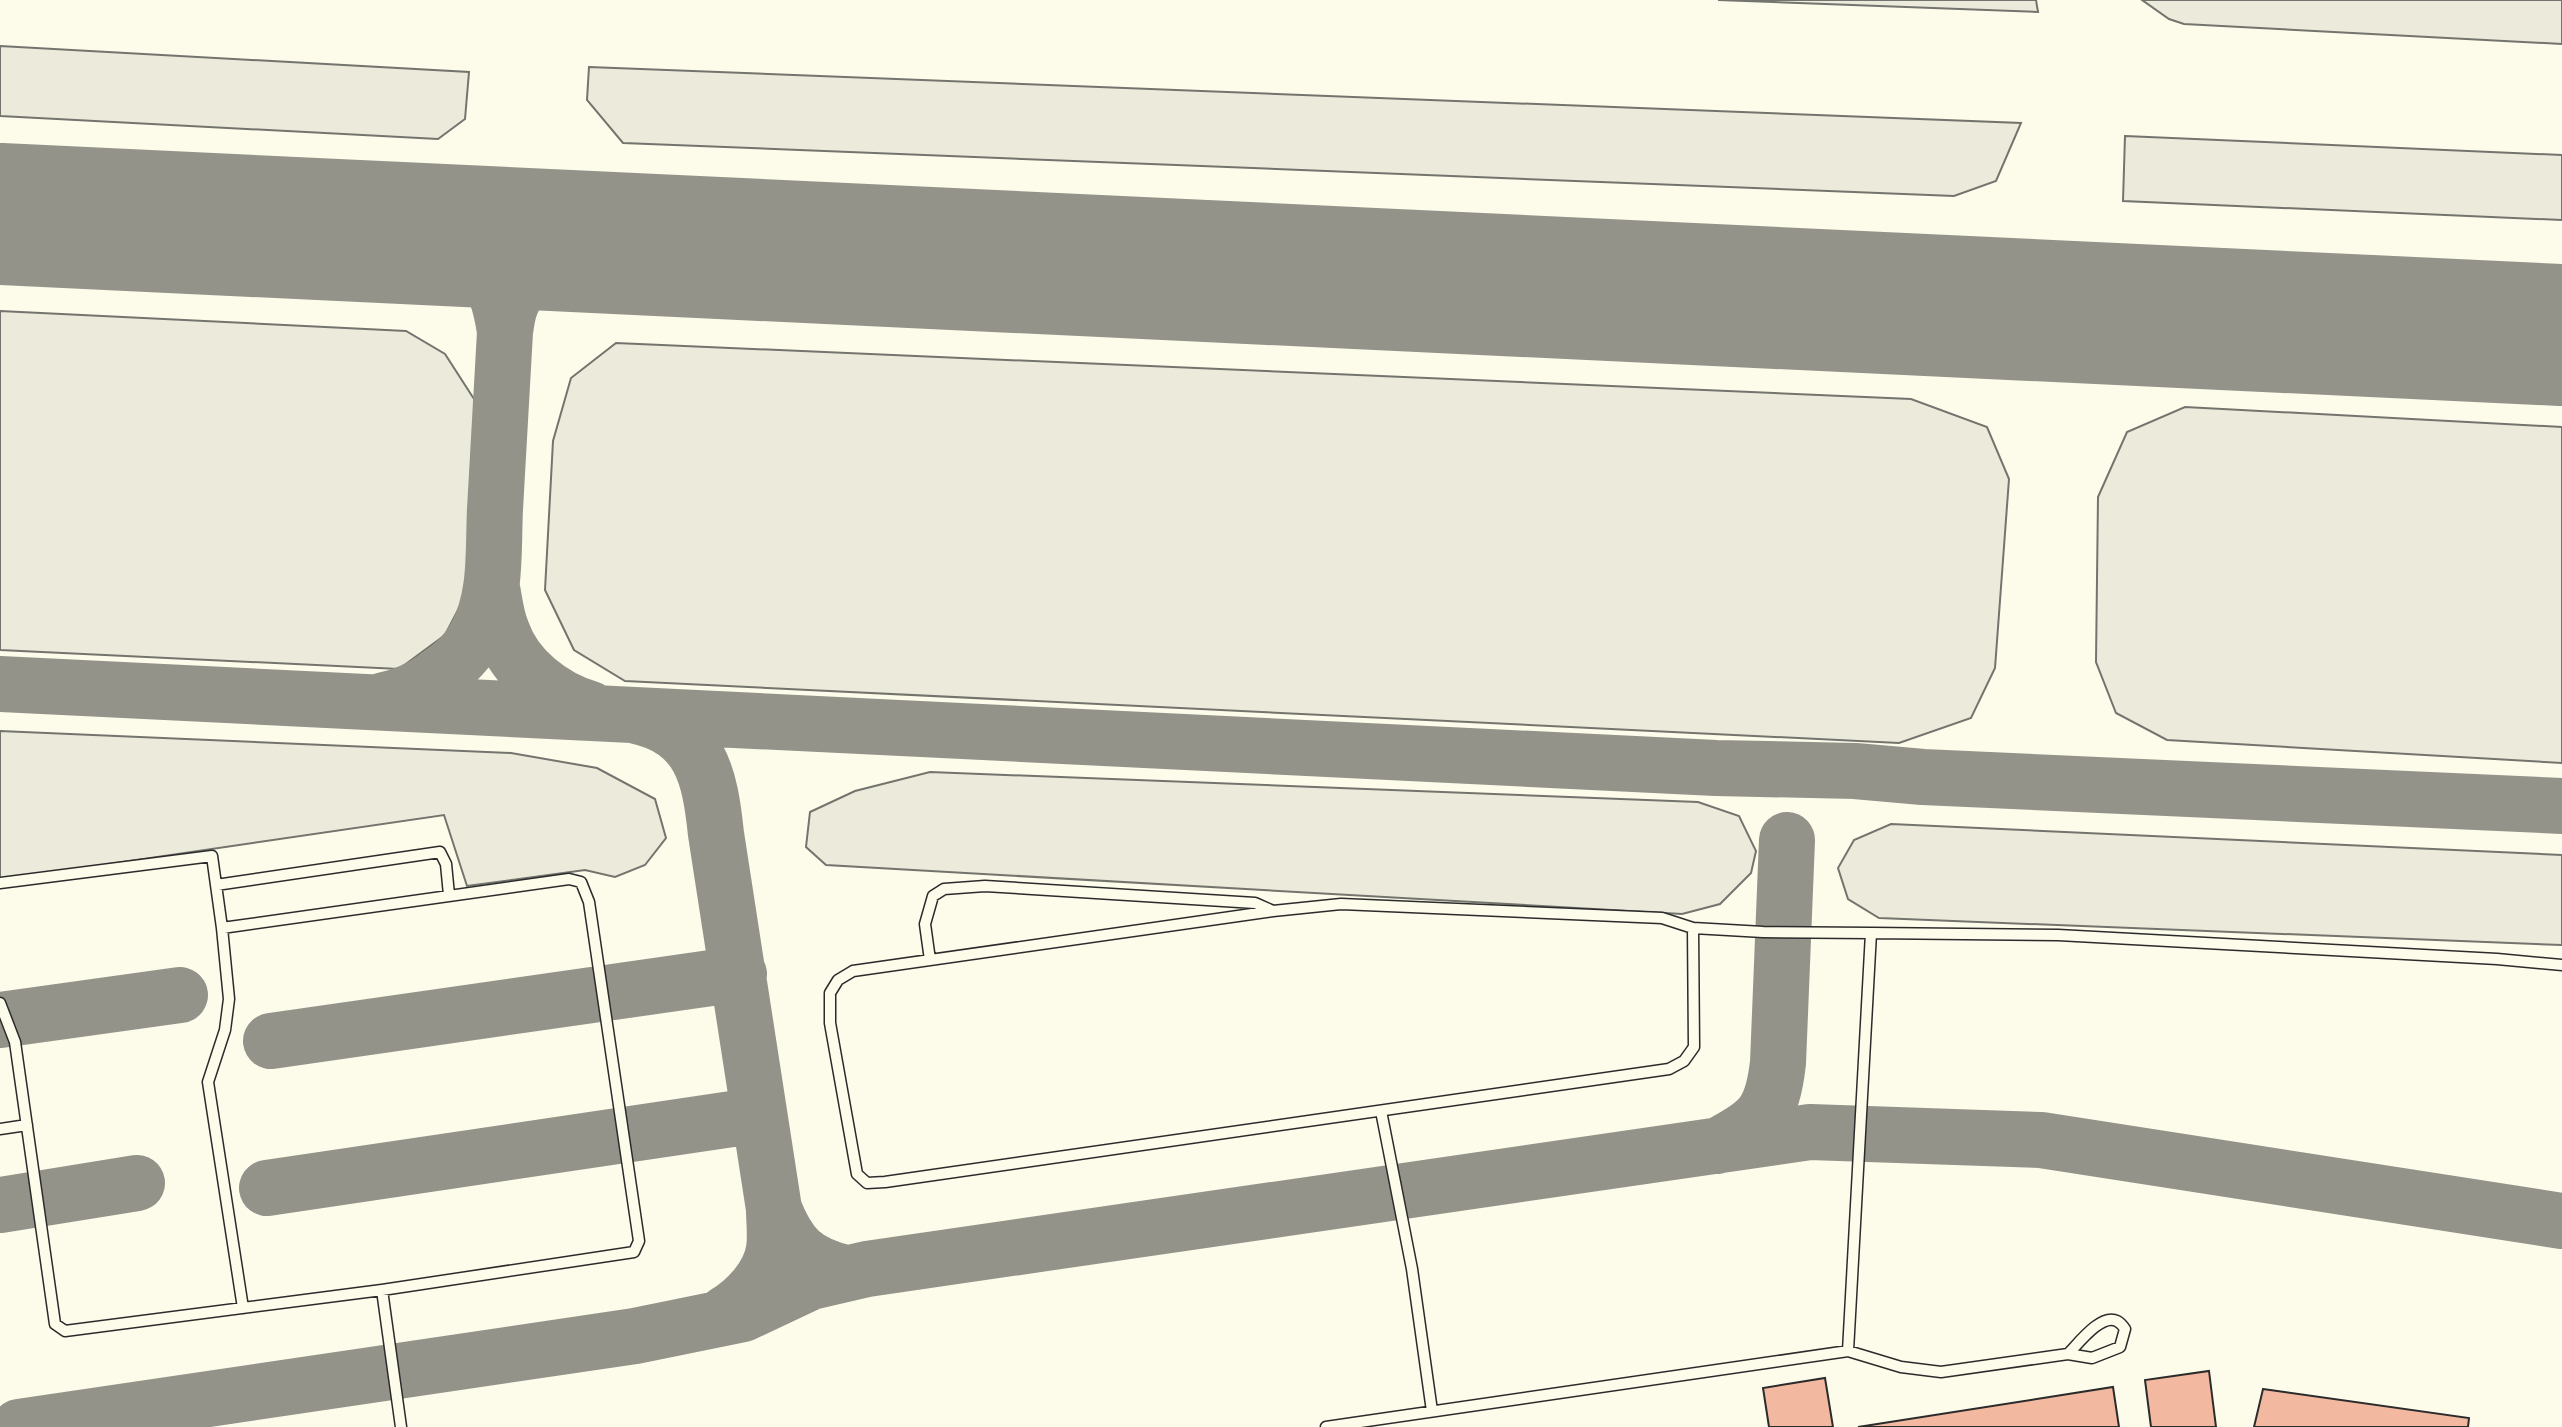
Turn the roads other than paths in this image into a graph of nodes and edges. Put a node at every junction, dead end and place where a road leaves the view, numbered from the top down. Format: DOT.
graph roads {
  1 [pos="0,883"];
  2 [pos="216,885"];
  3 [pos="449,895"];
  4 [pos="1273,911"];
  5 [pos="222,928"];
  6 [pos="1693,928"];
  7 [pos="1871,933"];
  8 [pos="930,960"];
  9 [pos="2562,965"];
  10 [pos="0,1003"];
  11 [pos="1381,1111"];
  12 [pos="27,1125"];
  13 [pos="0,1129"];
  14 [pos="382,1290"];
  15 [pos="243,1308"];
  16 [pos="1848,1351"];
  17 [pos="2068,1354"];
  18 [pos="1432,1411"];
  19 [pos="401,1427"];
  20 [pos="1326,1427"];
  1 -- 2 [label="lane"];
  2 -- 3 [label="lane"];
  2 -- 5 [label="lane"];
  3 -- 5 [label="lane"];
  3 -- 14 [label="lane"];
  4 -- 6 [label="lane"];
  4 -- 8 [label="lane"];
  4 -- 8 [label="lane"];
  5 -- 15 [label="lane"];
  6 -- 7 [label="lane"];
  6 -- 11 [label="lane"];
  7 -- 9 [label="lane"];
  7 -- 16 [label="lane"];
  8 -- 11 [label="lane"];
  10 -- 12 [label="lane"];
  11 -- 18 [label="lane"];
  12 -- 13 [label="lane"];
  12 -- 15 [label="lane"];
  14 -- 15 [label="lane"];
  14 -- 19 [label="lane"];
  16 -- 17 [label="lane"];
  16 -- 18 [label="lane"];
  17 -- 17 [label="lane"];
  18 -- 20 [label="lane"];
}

--

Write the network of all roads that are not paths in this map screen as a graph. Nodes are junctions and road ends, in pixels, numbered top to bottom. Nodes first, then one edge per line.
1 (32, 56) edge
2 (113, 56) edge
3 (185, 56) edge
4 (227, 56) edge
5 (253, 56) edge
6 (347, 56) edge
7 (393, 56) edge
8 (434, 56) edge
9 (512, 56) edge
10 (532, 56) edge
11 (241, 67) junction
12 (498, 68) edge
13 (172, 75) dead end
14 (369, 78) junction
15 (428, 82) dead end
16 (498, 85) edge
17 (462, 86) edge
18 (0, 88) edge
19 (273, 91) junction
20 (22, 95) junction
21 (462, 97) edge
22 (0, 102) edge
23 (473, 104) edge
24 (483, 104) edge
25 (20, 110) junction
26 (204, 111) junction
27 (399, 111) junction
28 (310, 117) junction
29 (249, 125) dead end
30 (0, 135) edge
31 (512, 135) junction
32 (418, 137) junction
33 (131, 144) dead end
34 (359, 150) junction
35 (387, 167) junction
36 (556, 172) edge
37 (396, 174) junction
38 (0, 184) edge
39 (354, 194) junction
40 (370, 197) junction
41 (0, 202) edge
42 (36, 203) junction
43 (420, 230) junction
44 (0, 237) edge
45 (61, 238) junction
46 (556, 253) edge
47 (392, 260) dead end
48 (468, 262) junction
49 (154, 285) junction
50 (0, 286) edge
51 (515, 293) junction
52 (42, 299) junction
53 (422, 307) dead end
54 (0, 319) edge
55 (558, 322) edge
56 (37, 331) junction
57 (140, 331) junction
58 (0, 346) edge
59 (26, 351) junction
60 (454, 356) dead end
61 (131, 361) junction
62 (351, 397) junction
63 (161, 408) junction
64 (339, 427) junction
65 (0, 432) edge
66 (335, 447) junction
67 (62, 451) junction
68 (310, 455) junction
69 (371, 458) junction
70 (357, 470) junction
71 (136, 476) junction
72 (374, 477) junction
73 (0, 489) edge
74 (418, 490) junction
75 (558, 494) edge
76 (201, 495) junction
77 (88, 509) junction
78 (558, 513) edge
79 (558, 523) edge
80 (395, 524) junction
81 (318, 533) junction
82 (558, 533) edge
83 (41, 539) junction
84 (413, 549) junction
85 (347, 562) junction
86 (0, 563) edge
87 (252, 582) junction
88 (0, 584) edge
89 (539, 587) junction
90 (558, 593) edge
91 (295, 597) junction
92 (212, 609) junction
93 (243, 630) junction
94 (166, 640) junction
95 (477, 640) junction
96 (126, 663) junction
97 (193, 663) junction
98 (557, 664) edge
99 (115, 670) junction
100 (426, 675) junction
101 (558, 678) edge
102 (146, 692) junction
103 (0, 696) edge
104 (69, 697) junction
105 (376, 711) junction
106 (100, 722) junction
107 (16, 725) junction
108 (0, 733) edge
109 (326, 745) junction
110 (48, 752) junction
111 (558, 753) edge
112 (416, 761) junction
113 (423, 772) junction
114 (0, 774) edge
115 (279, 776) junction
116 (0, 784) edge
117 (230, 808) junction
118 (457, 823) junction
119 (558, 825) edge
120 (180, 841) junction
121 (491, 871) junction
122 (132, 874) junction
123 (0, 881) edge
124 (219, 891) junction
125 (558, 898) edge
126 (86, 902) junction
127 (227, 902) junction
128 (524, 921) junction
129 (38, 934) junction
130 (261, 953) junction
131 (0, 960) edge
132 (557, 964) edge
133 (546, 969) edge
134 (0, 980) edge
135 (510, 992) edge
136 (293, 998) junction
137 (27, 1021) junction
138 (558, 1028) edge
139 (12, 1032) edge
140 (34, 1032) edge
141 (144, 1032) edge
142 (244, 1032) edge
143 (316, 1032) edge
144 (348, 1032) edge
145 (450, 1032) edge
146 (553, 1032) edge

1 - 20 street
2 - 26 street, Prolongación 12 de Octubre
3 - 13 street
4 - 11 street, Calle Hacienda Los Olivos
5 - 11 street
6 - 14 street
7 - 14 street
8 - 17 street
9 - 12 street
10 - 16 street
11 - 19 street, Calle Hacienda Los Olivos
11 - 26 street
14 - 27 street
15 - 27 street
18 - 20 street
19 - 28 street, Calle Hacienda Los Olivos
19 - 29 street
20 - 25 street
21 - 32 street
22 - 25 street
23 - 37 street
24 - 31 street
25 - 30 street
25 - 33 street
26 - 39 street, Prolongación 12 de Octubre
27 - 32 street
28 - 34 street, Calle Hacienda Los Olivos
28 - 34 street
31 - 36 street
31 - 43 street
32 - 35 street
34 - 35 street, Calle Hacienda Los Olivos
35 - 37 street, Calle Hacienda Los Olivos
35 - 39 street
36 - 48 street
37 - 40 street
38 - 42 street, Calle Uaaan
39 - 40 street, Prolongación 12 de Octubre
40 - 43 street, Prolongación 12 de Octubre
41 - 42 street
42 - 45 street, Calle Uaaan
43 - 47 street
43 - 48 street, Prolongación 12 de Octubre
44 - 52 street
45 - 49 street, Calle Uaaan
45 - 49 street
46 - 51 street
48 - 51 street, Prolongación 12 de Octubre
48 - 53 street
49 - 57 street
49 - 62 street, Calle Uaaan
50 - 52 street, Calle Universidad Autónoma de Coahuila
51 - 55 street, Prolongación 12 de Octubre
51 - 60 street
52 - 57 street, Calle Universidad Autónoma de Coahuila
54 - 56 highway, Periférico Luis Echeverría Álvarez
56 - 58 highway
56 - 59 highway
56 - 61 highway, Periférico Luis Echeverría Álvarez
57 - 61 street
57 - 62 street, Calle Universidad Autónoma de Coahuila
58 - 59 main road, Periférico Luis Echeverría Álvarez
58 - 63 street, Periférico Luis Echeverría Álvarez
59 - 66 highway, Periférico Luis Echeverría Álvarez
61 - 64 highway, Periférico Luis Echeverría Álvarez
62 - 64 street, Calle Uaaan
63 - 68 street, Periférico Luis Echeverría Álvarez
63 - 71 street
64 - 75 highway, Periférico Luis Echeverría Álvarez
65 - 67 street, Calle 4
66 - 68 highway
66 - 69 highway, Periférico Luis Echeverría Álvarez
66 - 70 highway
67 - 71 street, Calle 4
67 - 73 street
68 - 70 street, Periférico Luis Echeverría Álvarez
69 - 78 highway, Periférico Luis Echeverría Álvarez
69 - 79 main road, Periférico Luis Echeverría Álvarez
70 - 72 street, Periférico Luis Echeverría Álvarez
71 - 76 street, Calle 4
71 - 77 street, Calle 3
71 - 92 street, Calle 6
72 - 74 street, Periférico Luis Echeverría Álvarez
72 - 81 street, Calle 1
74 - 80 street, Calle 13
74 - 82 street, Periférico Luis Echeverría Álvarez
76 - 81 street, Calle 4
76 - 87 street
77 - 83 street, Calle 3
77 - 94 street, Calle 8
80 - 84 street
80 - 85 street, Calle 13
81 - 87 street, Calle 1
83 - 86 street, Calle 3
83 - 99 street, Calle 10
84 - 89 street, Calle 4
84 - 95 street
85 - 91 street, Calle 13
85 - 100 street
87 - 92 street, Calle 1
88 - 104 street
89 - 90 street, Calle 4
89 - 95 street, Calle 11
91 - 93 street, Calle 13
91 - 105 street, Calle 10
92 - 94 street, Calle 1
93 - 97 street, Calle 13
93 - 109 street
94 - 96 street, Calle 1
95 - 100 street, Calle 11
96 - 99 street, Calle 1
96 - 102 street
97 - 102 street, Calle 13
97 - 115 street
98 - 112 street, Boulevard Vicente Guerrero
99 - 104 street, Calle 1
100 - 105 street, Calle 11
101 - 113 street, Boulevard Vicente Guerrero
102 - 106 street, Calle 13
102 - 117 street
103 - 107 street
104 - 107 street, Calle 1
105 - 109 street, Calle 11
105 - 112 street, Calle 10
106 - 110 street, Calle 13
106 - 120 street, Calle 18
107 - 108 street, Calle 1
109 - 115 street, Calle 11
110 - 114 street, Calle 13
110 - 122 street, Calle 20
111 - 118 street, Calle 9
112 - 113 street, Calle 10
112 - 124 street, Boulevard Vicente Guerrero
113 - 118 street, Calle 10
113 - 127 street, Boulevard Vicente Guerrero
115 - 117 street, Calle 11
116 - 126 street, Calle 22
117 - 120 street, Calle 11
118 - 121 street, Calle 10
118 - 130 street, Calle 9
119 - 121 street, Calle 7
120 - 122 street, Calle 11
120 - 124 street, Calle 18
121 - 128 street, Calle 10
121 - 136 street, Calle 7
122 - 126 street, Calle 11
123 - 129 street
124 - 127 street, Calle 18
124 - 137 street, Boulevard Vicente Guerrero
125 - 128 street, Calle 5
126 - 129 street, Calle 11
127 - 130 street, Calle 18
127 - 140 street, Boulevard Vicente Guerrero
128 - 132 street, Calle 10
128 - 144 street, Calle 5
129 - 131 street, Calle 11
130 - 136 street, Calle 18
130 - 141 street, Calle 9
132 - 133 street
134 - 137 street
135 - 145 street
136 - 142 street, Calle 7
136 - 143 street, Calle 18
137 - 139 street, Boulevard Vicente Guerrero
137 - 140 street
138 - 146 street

*Exercise instructions*:
Search the data for "graph". Copy every matching line.

*Response*:
Turn the roads other than paths in this image into a graph of nodes and edges. Put a node at every junction, dead end and place where a road leaves the view, numbered from the top down. Format: DOT.
graph roads {
Write the network of all roads that are not paths in this map screen as a graph. Nodes are junctions and road ends, in pixels, numbered top to bottom. Nodes first, then one edge per line.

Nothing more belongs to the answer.